The Kirin 980 - A Recap Overview

The Kirin 980 is the follow-up to last year’s Kirin 970. In many ways, the Kirin 980 is a much more significant chip than the previous generation chipsets from Huawei. The one thing that didn’t make the Kirin 960 and 970 as attractive, was their release schedule. The Kirin 960 suffered from being released on a 16FFC manufacturing node in a year where Qualcomm and Samsung released 10LPE SoCs – and this disadvantage for the Kirin 960 was most notable in the power and efficiency of the chipset, and was directly translated into devices which lagged behind the competition.

The Kirin 970, while closing the gap in terms of manufacturing node, on the other hand wasn’t able to catch Arm’s newest generation CPU designs due to its earlier design cycle. This meant that the chip still had to make due with Cortex A73’s versus Qualcomm’s competing Snapdragon 845 which was able to take advantage of the new Cortex A75 and A55 improvements.

This generation, HiSilicon was able to finally get manufacturing and IP design back in sync, and the Kirin 980 looks to repeat the success of the Kirin 950 from a few years ago.
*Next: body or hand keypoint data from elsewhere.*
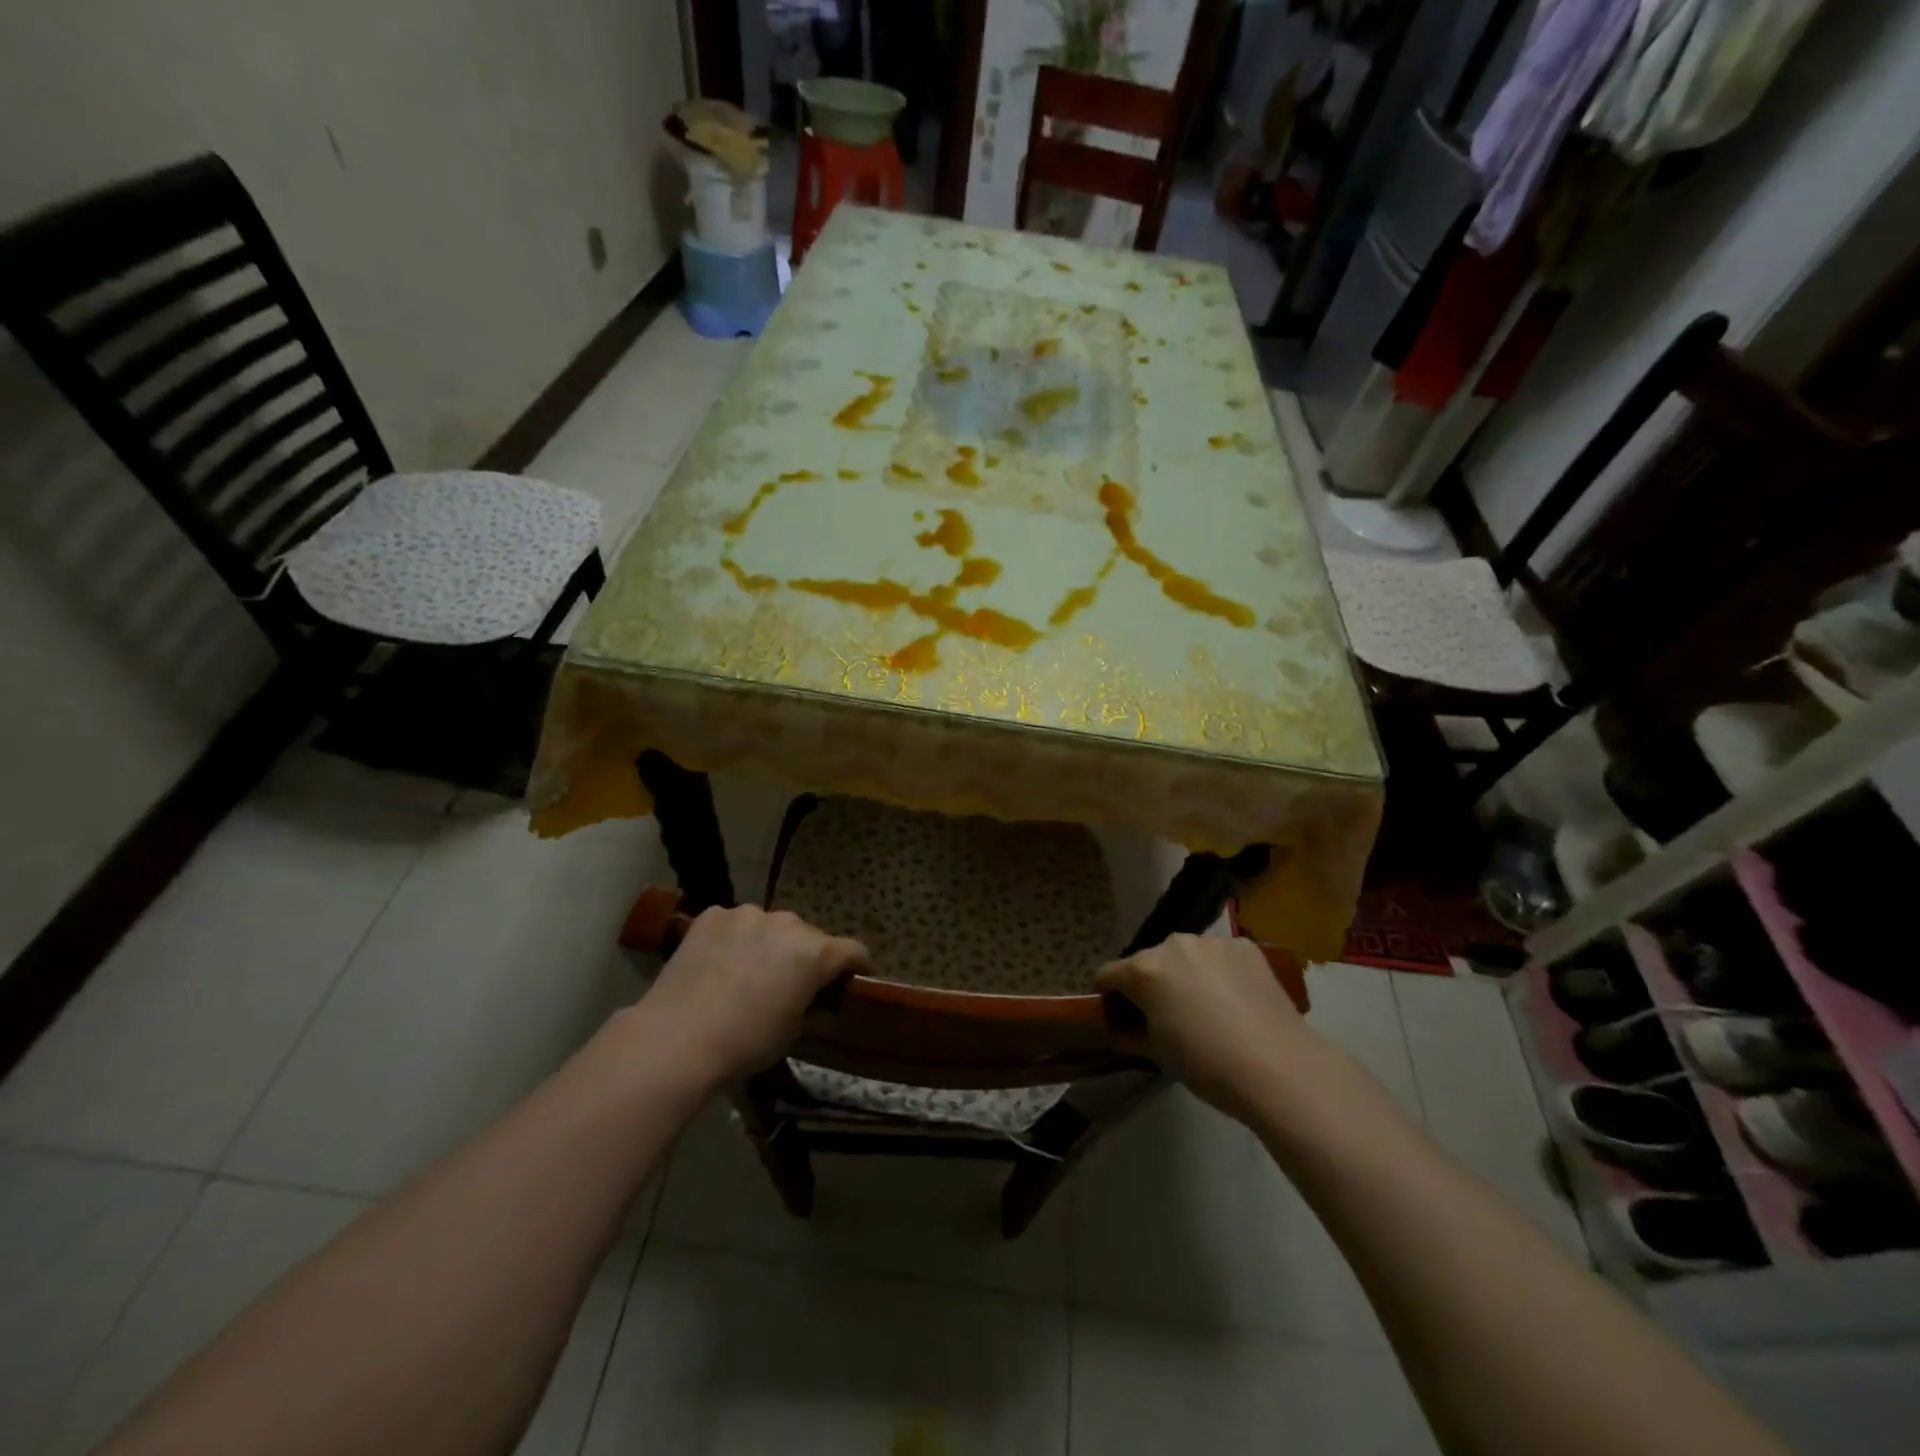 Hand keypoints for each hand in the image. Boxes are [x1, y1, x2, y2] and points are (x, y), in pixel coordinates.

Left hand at [634, 905, 870, 1087]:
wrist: (676, 1039)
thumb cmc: (745, 1043)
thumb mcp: (793, 1031)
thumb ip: (814, 1006)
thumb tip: (821, 1003)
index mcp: (815, 952)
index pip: (853, 951)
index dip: (857, 967)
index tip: (852, 982)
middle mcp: (788, 923)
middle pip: (809, 937)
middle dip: (807, 957)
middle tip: (791, 984)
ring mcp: (747, 914)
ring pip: (771, 927)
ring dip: (770, 944)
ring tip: (749, 973)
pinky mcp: (713, 915)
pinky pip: (736, 924)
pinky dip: (736, 940)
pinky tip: (719, 965)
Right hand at [1096, 934, 1318, 1123]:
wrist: (1279, 1067)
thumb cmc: (1207, 1064)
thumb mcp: (1159, 1056)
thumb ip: (1132, 1036)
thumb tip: (1121, 1033)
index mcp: (1144, 970)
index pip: (1108, 974)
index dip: (1109, 996)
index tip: (1120, 1016)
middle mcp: (1174, 945)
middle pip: (1149, 961)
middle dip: (1151, 983)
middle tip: (1167, 1016)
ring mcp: (1212, 942)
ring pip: (1186, 955)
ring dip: (1186, 974)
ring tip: (1206, 1008)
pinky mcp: (1246, 947)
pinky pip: (1219, 956)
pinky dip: (1219, 972)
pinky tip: (1235, 1000) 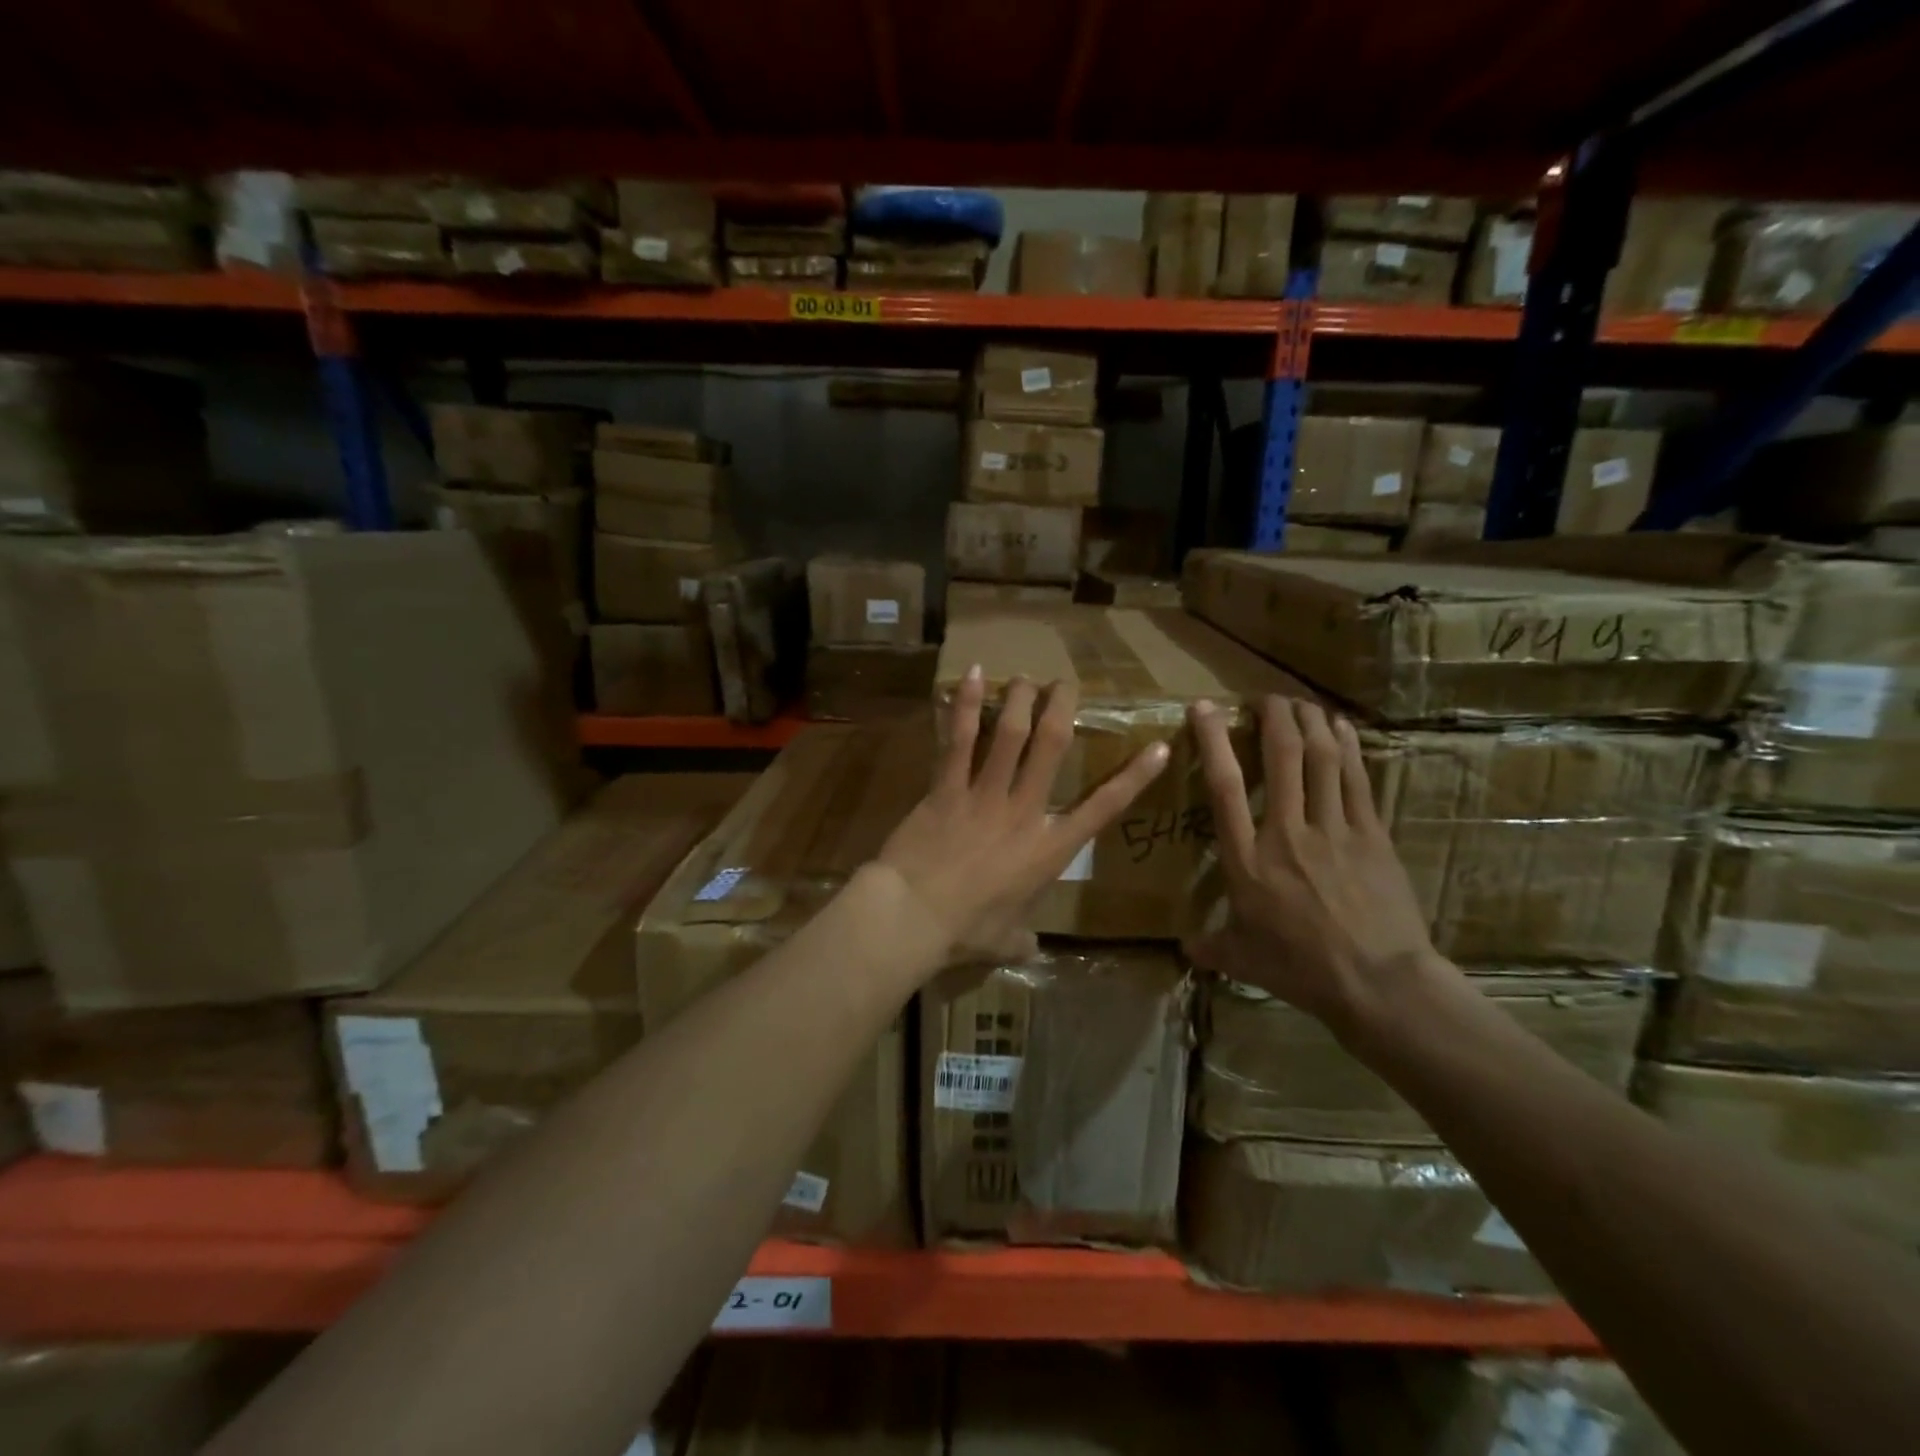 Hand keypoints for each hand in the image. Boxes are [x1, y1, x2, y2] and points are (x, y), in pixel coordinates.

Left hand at [874, 666, 1169, 962]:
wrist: (914, 916)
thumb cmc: (965, 931)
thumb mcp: (1004, 941)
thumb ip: (1022, 940)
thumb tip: (1029, 949)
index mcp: (1049, 849)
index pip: (1104, 808)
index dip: (1136, 777)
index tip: (1160, 747)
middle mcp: (1024, 811)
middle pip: (1052, 746)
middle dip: (1062, 708)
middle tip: (1064, 684)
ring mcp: (985, 794)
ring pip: (1011, 733)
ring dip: (1020, 699)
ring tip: (1025, 678)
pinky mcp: (946, 787)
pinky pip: (961, 740)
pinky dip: (968, 706)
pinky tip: (972, 676)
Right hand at [1184, 695, 1443, 1041]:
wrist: (1378, 983)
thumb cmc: (1301, 970)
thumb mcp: (1244, 960)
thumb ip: (1211, 946)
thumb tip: (1184, 949)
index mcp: (1246, 859)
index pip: (1224, 786)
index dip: (1214, 740)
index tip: (1205, 708)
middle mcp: (1286, 832)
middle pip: (1281, 757)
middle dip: (1273, 716)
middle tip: (1265, 697)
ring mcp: (1333, 829)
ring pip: (1321, 759)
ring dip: (1310, 722)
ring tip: (1300, 702)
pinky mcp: (1372, 835)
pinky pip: (1357, 779)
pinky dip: (1347, 747)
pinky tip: (1341, 727) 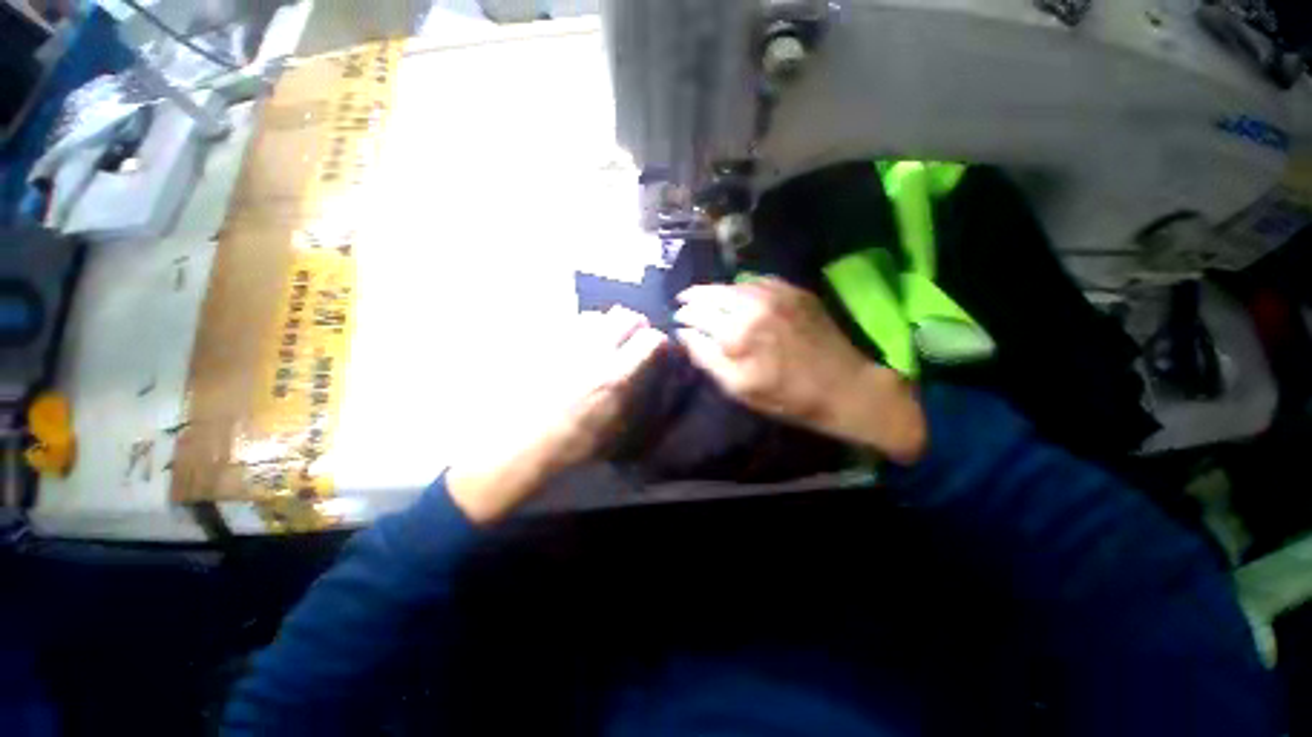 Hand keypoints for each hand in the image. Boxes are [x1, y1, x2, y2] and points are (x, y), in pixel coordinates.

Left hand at [447, 307, 666, 524]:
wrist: (521, 444)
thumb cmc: (575, 445)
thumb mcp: (622, 435)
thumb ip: (647, 406)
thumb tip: (660, 383)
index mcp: (616, 376)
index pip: (652, 340)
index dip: (659, 344)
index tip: (658, 353)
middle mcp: (594, 352)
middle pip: (625, 316)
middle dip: (636, 326)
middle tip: (632, 342)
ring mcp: (565, 343)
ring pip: (596, 316)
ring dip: (606, 326)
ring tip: (602, 344)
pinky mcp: (543, 342)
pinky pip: (567, 324)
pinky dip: (578, 331)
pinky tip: (574, 350)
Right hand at [674, 278, 925, 463]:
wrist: (842, 386)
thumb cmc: (786, 396)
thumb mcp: (737, 388)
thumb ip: (705, 357)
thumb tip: (683, 334)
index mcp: (735, 334)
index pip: (695, 315)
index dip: (682, 316)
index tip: (677, 319)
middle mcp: (752, 306)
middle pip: (710, 293)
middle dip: (693, 297)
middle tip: (683, 301)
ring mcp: (775, 294)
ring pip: (732, 285)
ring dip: (716, 291)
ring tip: (707, 298)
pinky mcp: (794, 290)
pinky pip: (757, 281)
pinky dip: (741, 287)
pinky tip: (738, 295)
HiSilicon High-End Kirin SoC Lineup
SoC Kirin 980 Kirin 970 Kirin 960
CPU 2x A76 @ 2.60 GHz
2x A76 @ 1.92 GHz
@ 512KB L2's

4x A55 @ 1.80 GHz
@ 128KB L2's

4MB DSU L3
4x A73 @ 2.36 GHz
4x A53 @ 1.84 GHz

2MB L2
4x A73 @ 2.36GHz
4x A53 @ 1.84GHz

2MB L2
GPU ARM Mali-G76MP10
@ 720 MHz
ARM Mali-G72MP12
@ 746 MHz
ARM Mali-G71MP8
@ 1037MHz
LPDDR4
Memory
4x 16-bit CH
LPDDR4X @ 2133MHz 34.1GB/s
4x 16-bit CH
LPDDR4X @ 1833 MHz
29.9GB/s
4x 16-bit CH
LPDDR4 @ 1866MHz
29.9GB/s
Storage I/F UFS 2.1 UFS 2.1 UFS 2.1
ISP/Camera New Dual ISP
+46% speed

10-bit pipeline
Dual 14-bit ISP Dual 14-bit ISP
(Improved)
Encode/Decode 2160p60 Decode   
2160p30 Encode :(
2160p60 Decode
2160p30 Encode
1080p H.264
Decode & Encode

2160p30 HEVC
Decode
Integrated Modem Kirin 980 Integrated LTE
(Category 21/18)

DL = 1400 Mbps
4x4 MIMO
3x20MHz CA, 256-QAM
(5CA no MIMO)

UL = 200 Mbps
2x2 MIMO
1x20MHz CA, 256-QAM
Kirin 970 Integrated LTE
(Category 18/13)

DL = 1200 Mbps
5x20MHz CA, 256-QAM

UL = 150 Mbps
2x20MHz CA, 64-QAM
Kirin 960 Integrated LTE
(Category 12/13)

DL = 600Mbps
4x20MHz CA, 64-QAM

UL = 150Mbps
2x20MHz CA, 64-QAM
Sensor Hub i8 i7 i6
NPU Dual @ >2x perf Yes No
Mfc. Process TSMC 7nm TSMC 10nm TSMC 16nm FFC

The new chipset sports Arm’s newest generation Cortex A76 CPUs: We covered the A76 earlier in the year, and the new Arm CPU represents a from the ground-up newly designed microarchitecture that promises great leaps in terms of performance, all while maintaining power efficiency.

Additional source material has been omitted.